> [Problem details]:
Please report, as a single number, how many lines in the entries include the string "roads".

> [Supplied material]:
★ ★ ★ ★

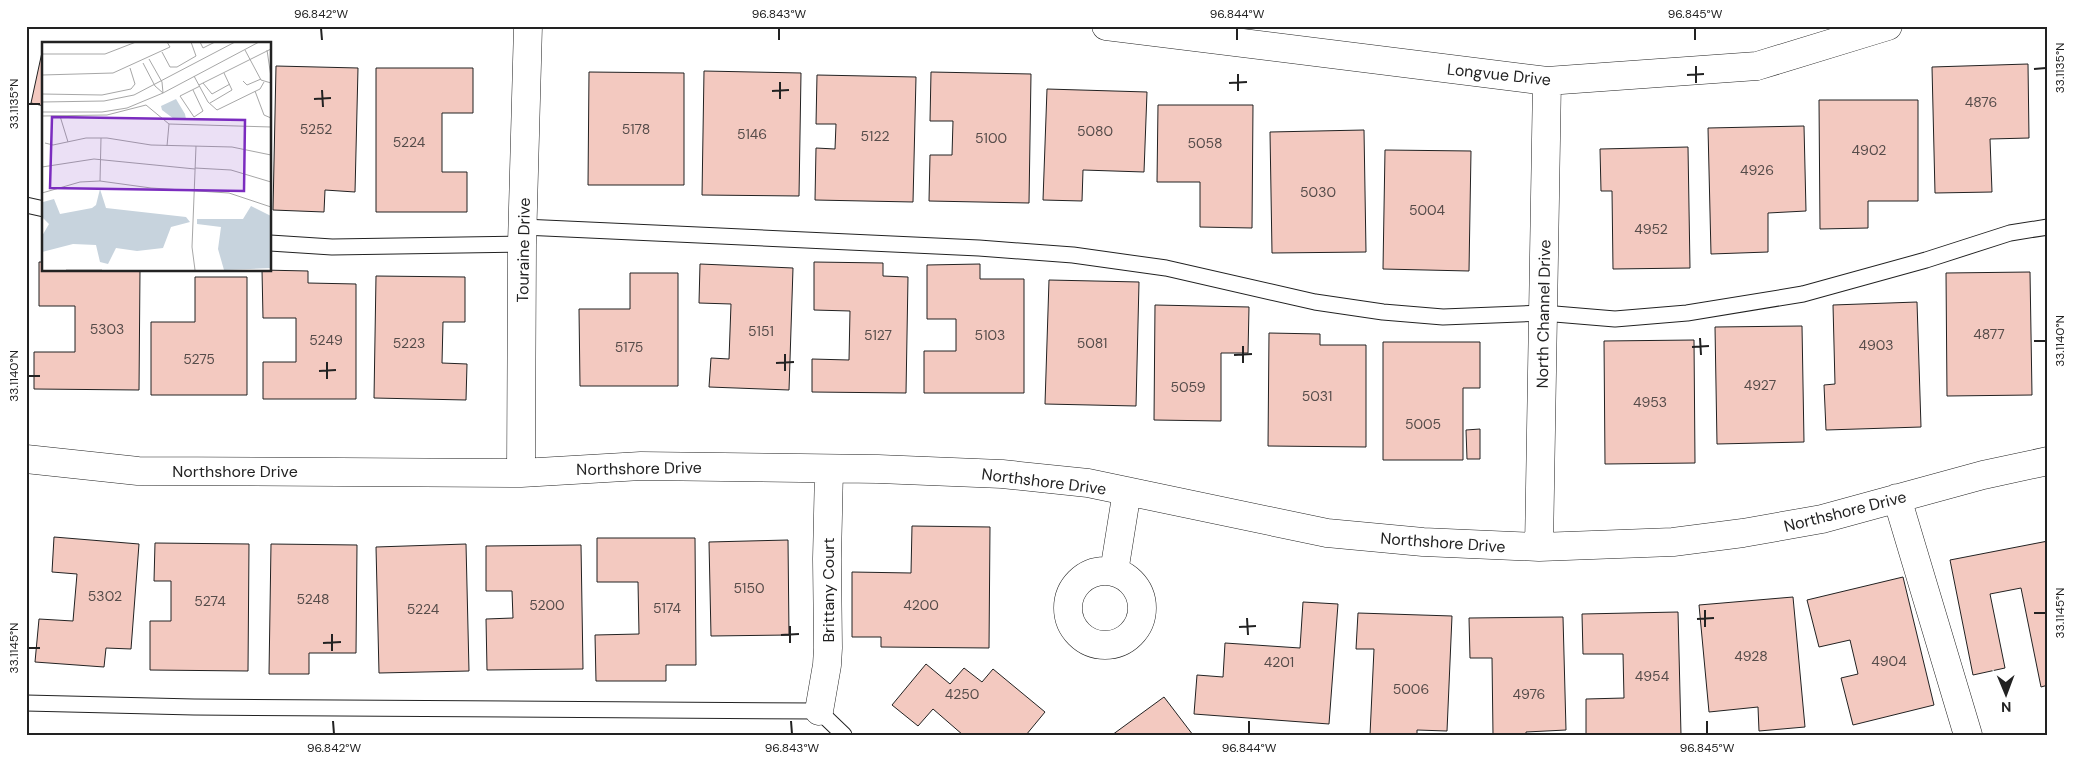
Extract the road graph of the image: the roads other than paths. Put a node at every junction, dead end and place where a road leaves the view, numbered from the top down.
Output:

★ ★ ★ ★

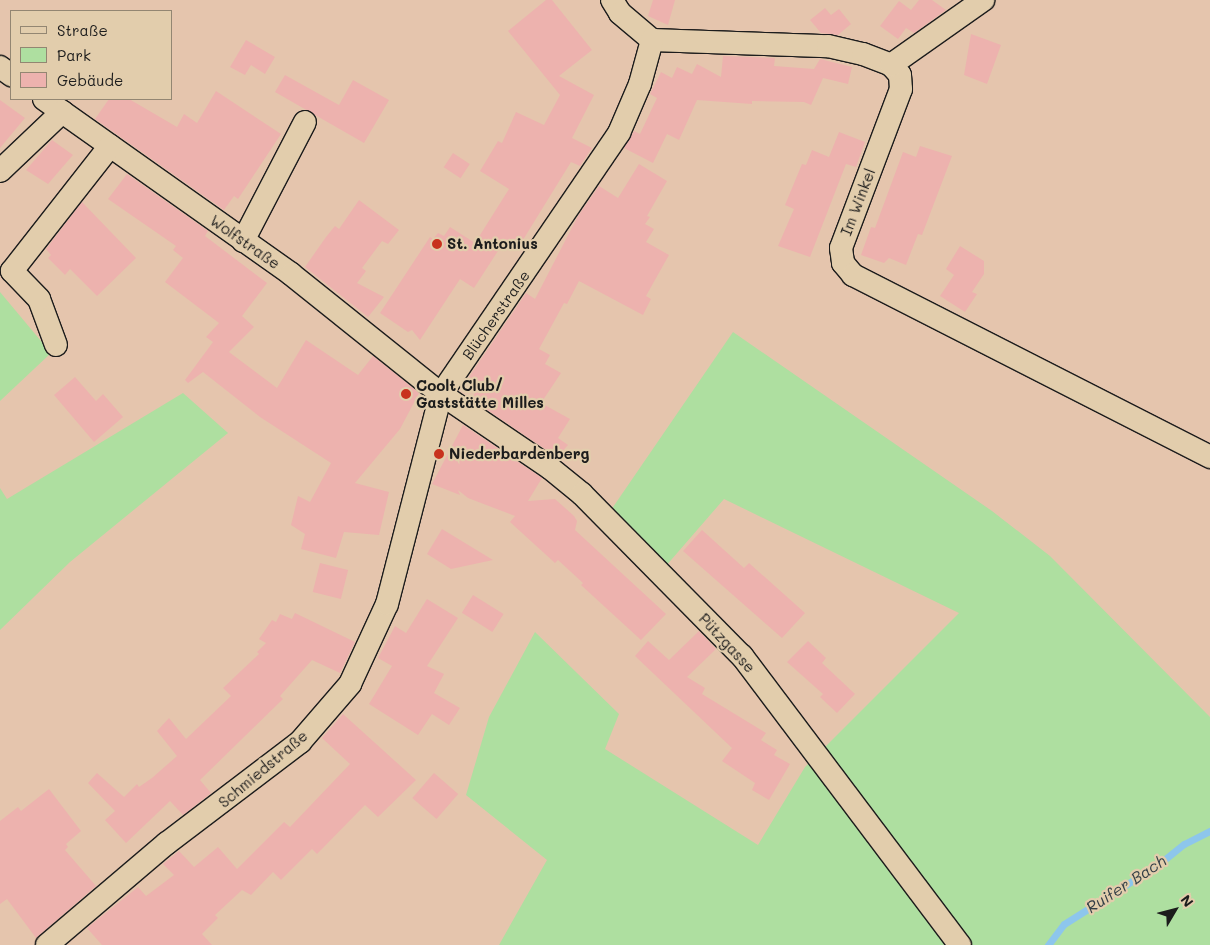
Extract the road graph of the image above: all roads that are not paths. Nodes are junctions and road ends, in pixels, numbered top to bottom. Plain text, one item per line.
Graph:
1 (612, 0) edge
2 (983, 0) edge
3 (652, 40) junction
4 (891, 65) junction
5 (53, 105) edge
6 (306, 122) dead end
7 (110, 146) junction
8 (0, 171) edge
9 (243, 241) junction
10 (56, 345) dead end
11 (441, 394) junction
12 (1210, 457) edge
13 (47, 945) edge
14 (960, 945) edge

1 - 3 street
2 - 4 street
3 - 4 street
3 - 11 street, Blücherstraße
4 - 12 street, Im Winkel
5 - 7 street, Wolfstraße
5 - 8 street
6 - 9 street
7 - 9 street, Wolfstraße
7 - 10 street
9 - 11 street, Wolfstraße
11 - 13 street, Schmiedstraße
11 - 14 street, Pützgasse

★ ★ ★ ★

> [Response]:
2